Physics-informed transformers and graph networks decompose structural vibrations into modes and recover their properties without any labeled data.

A machine-rendered reading of the paper's core claim, the machinery that carries it, and where it could break.

This paper presents a deep learning framework that pairs a transformer with a graph neural network to break multi-degree-of-freedom measurements into separate modal responses and then map those responses to mode shapes. The entire system is trained by a loss function that directly encodes the mathematical rules of modal independence and orthogonality, so no ground-truth labels or pre-known mode shapes are required. Because the loss is derived from physics rather than data examples, the same trained model can process responses from structures that differ in layout or experience different loads. Validation on both simulated populations and laboratory tests shows that frequencies, damping ratios, and shapes are recovered accurately from sparse sensor readings.
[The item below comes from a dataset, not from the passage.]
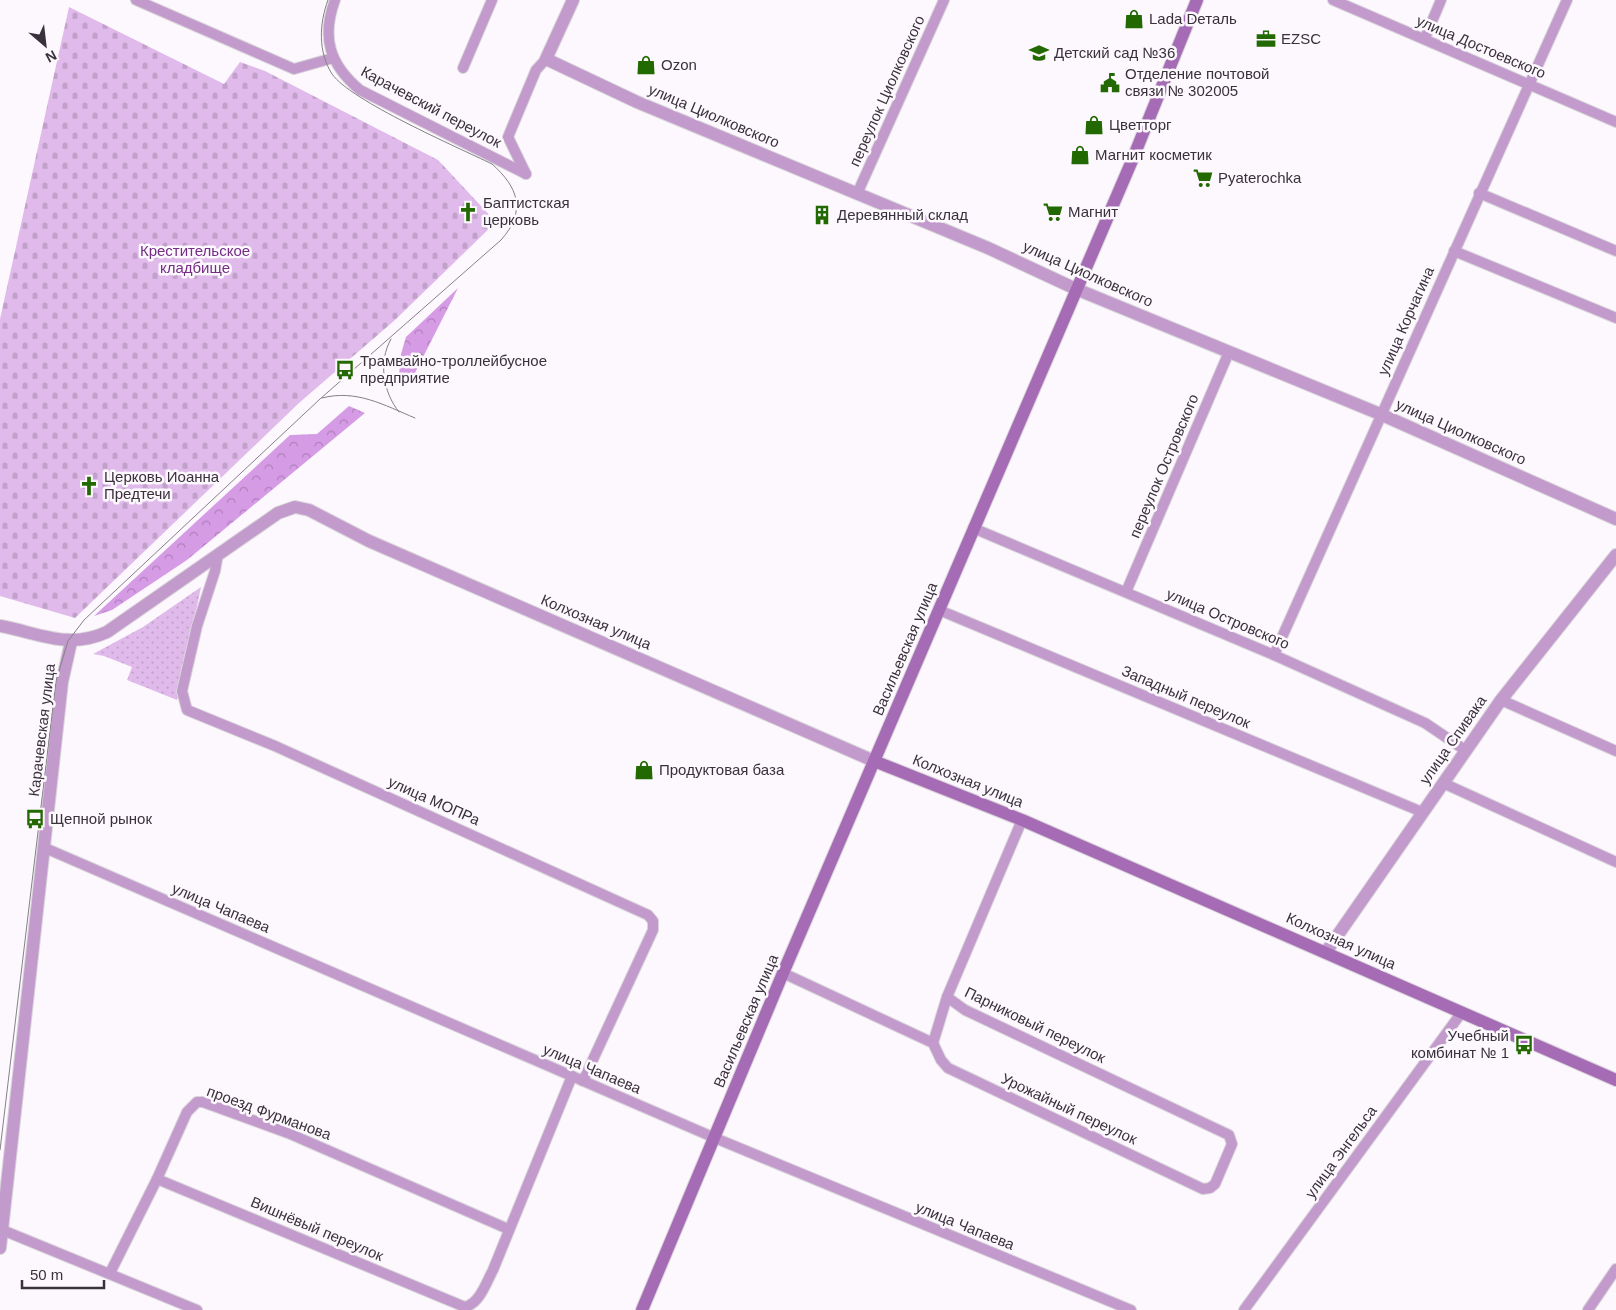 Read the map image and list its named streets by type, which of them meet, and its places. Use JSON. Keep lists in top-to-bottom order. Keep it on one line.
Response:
{"streets":{"main road":["Колхозная улица","Васильевская улица"],"street":["улица Достоевского","переулок Циолковского","Карачевский переулок","улица Циолковского","улица Корчагина","переулок Островского","улица Островского","Западный переулок","Карачевская улица","улица Спивака","улица МОПРа","улица Чапаева","Парниковый переулок","Урожайный переулок","проезд Фурманова","улица Энгельса","Вишнёвый переулок"]},"crossings":[["улица Достоевского","улица Корчагина"],["переулок Циолковского","улица Циолковского"],["Карачевский переулок","улица Циолковского"],["улица Циолковского","улица Корчагина"],["улица Циолковского","переулок Островского"],["улица Циолковского","Васильевская улица"],["улица Корчагина","улица Островского"],["переулок Островского","улица Островского"],["улица Островского","Васильевская улица"],["улица Островского","улица Спивака"],["Колхозная улица","Васильевская улица"],["Колхозная улица","улица Спивака"],["Колхозная улица","улица МОПРа"],["Колхозная улица","Парниковый переулок"],["Колхозная улица","улица Энгельса"],["Васильевская улица","Западный переулок"],["Васильевская улица","улица Чапаева"],["Западный переулок","улица Спивака"],["Карачевская улица","улица Чапаева"],["улица МОПРа","улица Чапаева"],["Парниковый переулок","Урожайный переулок"],["проезд Фурманова","Вишнёвый переулок"]],"parks":["Крестительское кладбище"],"places":{"shop":["Lada Dеталь","Ozon","Цветторг","Магнит косметик","Продуктовая база"],"office":["EZSC"],"school or university":["Детский сад №36"],"public building":["Отделение почтовой связи № 302005"],"supermarket":["Pyaterochka","Магнит"],"church":["Баптистская церковь","Церковь Иоанна Предтечи"],"building":["Деревянный склад"],"bus stop":["Трамвайно-троллейбусное предприятие","Щепной рынок","Учебный комбинат № 1"]},"scale_bar":"50 m","north":"bottom right"} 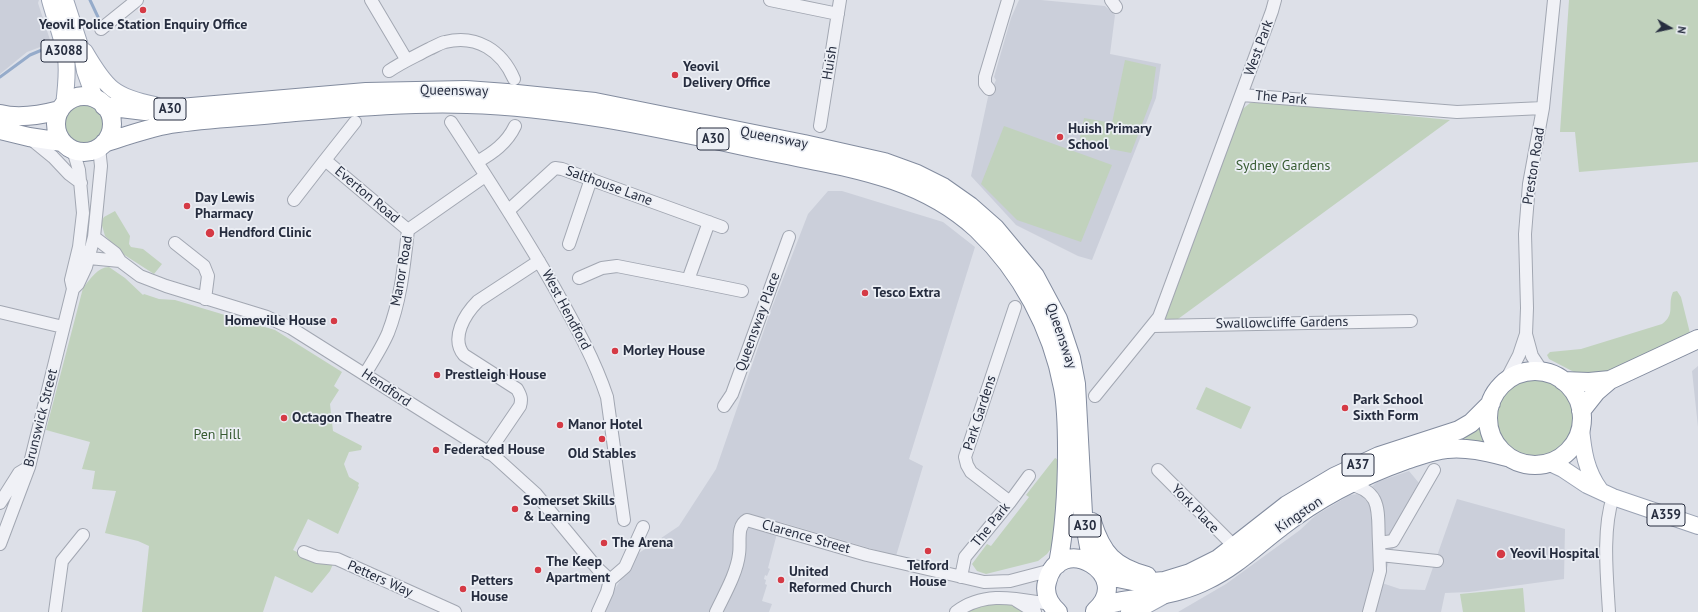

If the approach holds, it removes the usual barrier of needing extensive labeled datasets for each new structural configuration.

Core claim

By embedding modal decomposition theory into the loss function of a transformer-GNN architecture, the model separates measured dynamic responses into single-degree-of-freedom modal components and simultaneously identifies the associated natural frequencies, damping ratios, and mode shapes for an entire population of structures, all in a purely unsupervised manner that does not rely on labeled data or explicit mode-shape supervision.

What carries the argument

A physics-informed loss function that enforces the independence and orthogonality of structural modes to supervise the transformer decomposition, combined with a graph neural network that uses structural connectivity to predict the corresponding mode-shape vectors.

If this is right

  • Modal properties can be extracted from sparse measurements without collecting or using any supervised training labels.
  • The same model continues to work when the underlying structure changes configuration or experiences different external loads.
  • Comparative tests show higher accuracy than established modal identification methods on the reported simulation and experiment cases.
  • Population-level monitoring becomes feasible because the framework does not need to be retrained from scratch for each new but similar structure.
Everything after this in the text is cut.